Hope slipped through their fingers
Losing her again was devastating; we were so close to catching her. But we were determined to find her. We spent endless days thereafter searching. Search parties were arranged; we hunted in the pouring rain, in the wind, in the cold. We left food for her where she’d been seen sleeping, but it was left untouched – she did not go back.
Willing to try absolutely anything and everything, we called on the help of pet psychics. Of the three who kindly tried to help, only one accurately described the surroundings of where Meisie had been sleeping.
For about ten days there were more no sightings of Meisie, which led us to believe that someone might have taken her in. Unfortunately, she wasn’t wearing a collar and wasn’t microchipped so, if they had, they wouldn’t have known who she was. We still struggled to believe that she would actually go to strangers, but we thought that maybe someone had managed to lure her with food. This was no longer a normal situation, so anything was possible. We approached a company that distributes flyers to different neighbourhoods and had roughly 140,000 flyers and posters printed. We also started a WhatsApp group and a reaction group where we gave regular updates and sightings.
Days passed with many phone calls. We had horrible people claiming they had Meisie, had renamed her, and that she was being used for dog fighting – unless we paid them R5,000, we would never see her again. Some people had mistaken her for a Husky, which led to a lot of confusion. None were what we’d been waiting for.
And then, after weeks of no news, we received a call from a bird watcher living on the verge of the valley; he’d spotted Meisie while watching the birds. We were cautiously optimistic and another few days passed before we could confirm that it was, in fact, our Meisie.
How Meisie was finally caught
We decided to get a trap cage. Although we left food, she didn’t enter the cage for weeks. We then set up a camera – and saw her sleeping on her blanket that we’d left for her. At least we knew she was still okay.

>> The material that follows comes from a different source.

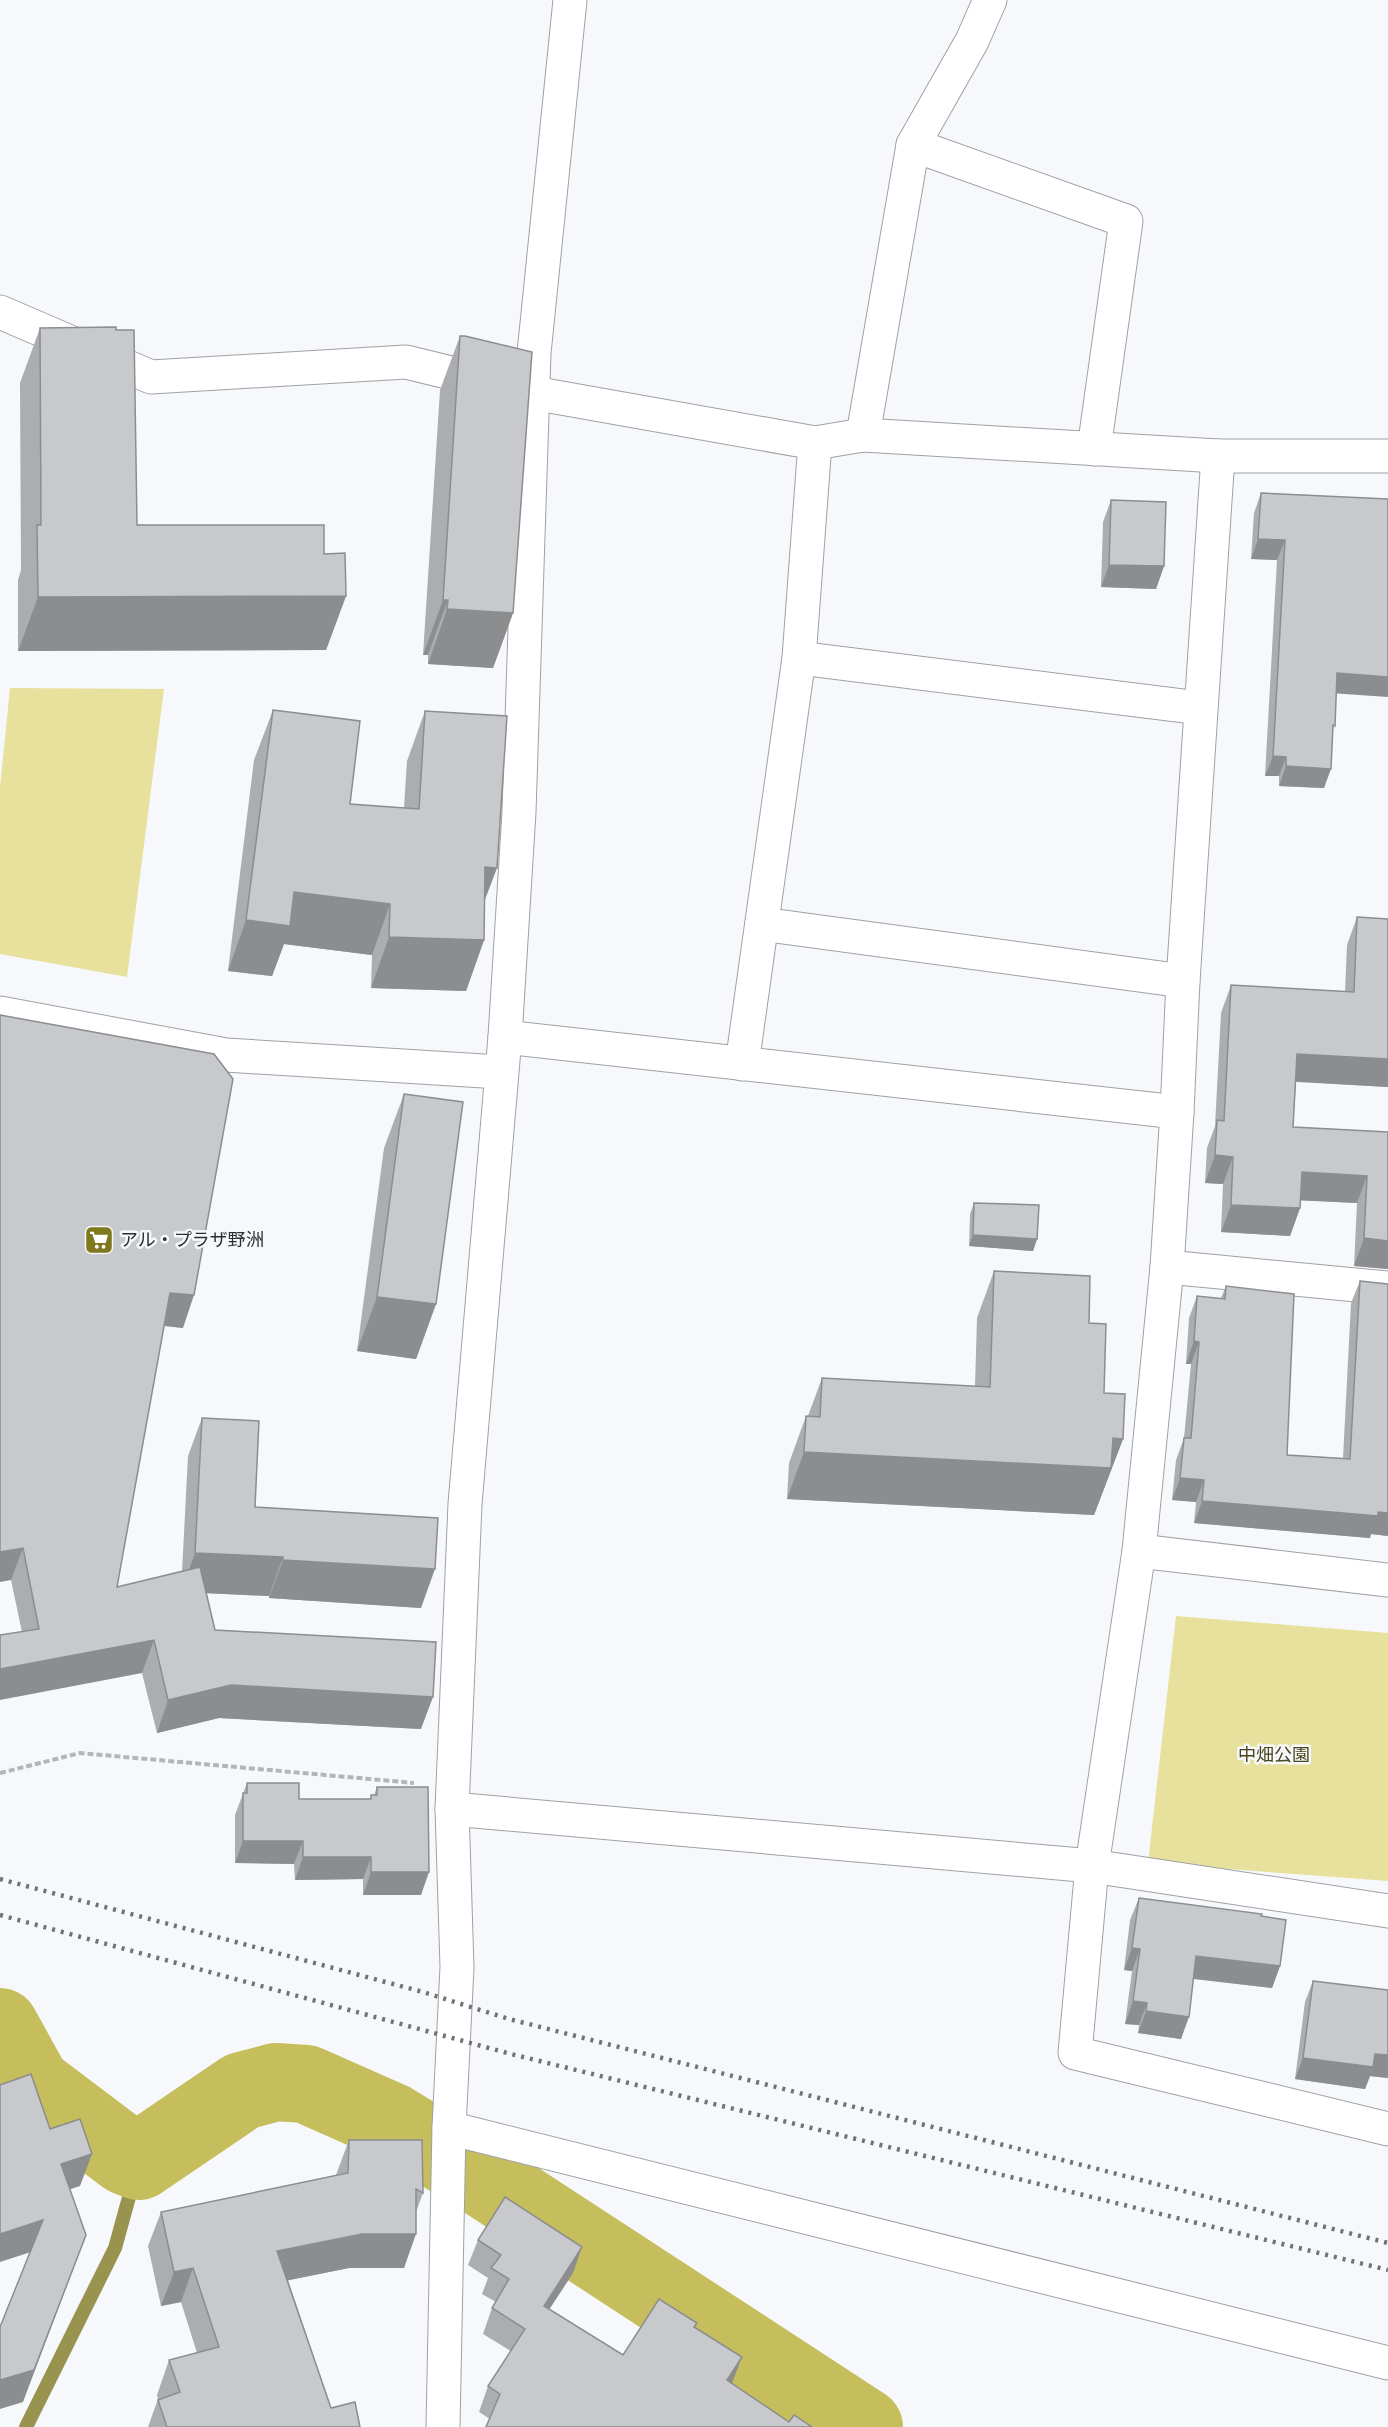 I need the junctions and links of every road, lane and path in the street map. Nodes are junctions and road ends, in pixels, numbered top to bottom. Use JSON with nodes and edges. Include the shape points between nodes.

We were at our wits’ end. We took our two Jack Russells to walk the area, hoping that Meisie would pick up their scent, but to no avail. And then, on the 3rd of October – 54 days after she’d disappeared – the news we’d been waiting for came: the cage was closed and Meisie was inside. It was the best news ever!
For the first five minutes, Meisie didn’t recognise us at all. But then her tail started wagging… and it didn’t stop. She was starved and extremely thin and dirty from surviving on her own all that time. We rushed her to the vet where, thankfully, she was given a clean bill of health.

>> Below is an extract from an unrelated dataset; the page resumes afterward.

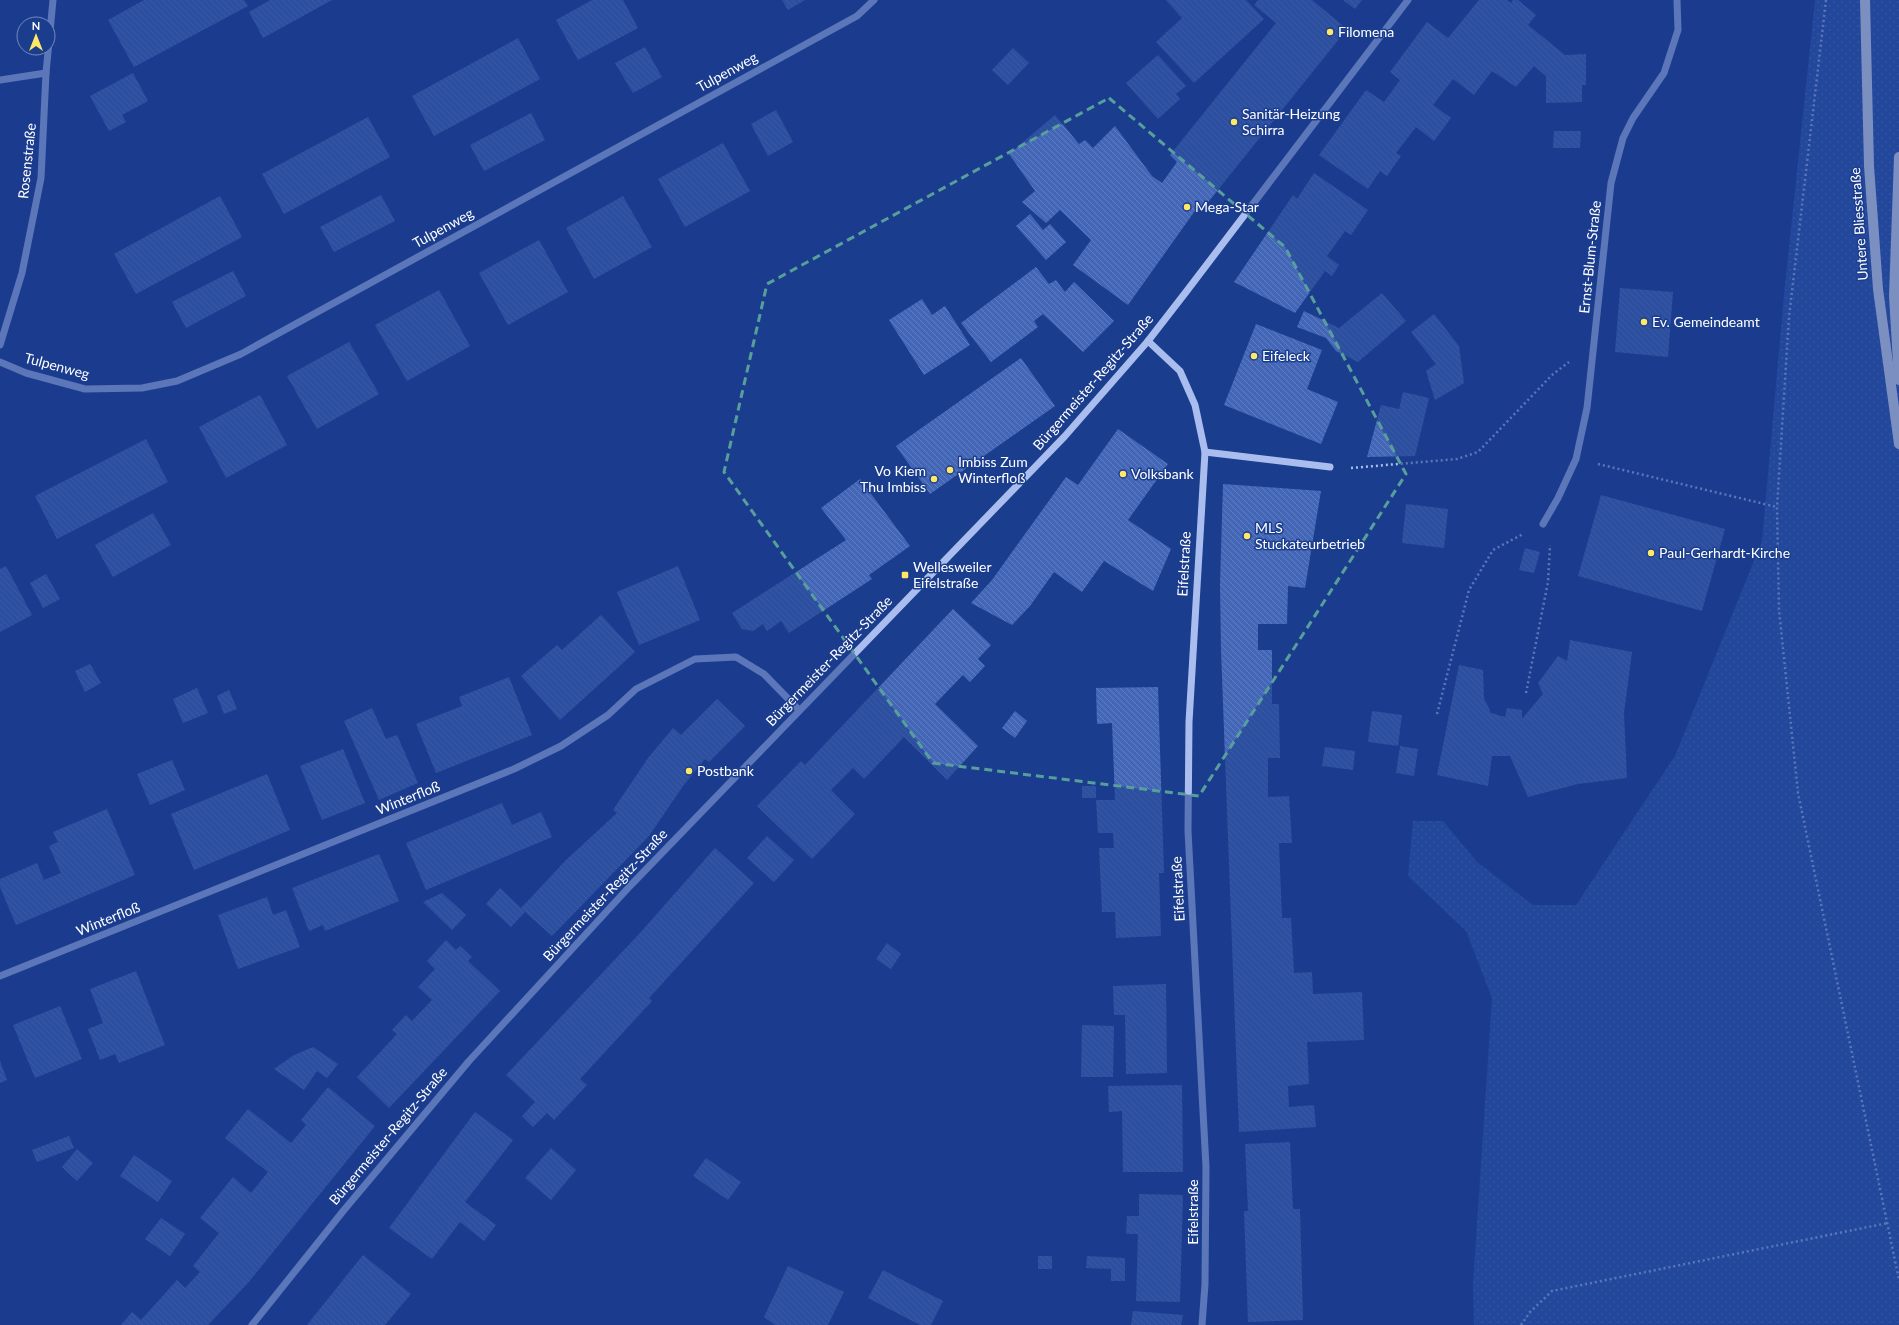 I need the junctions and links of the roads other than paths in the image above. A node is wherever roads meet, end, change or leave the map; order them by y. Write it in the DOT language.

Once Meisie was settled in back home, with a full tummy on her soft bed, we had a little celebration with all the kind members of our group who had helped us in our quest to find Meisie.
The only explanation for her getting out of the yard was that those people were, in fact, trying to steal her as, not long after that, there was a van doing rounds in our neighbourhood stealing dogs. There was a small opening between our wall and the gate’s motor that we still had to close; we suspect that they may have lured her out through that, but, being naturally skittish, she escaped from them and sped off into the valley.
Thankfully, Meisie is back to her excellent physical condition and is close to becoming her old self. We are immensely thankful for everyone’s help and unfailing support – we are so grateful to everyone who cared as much about Meisie as we did. Thank you!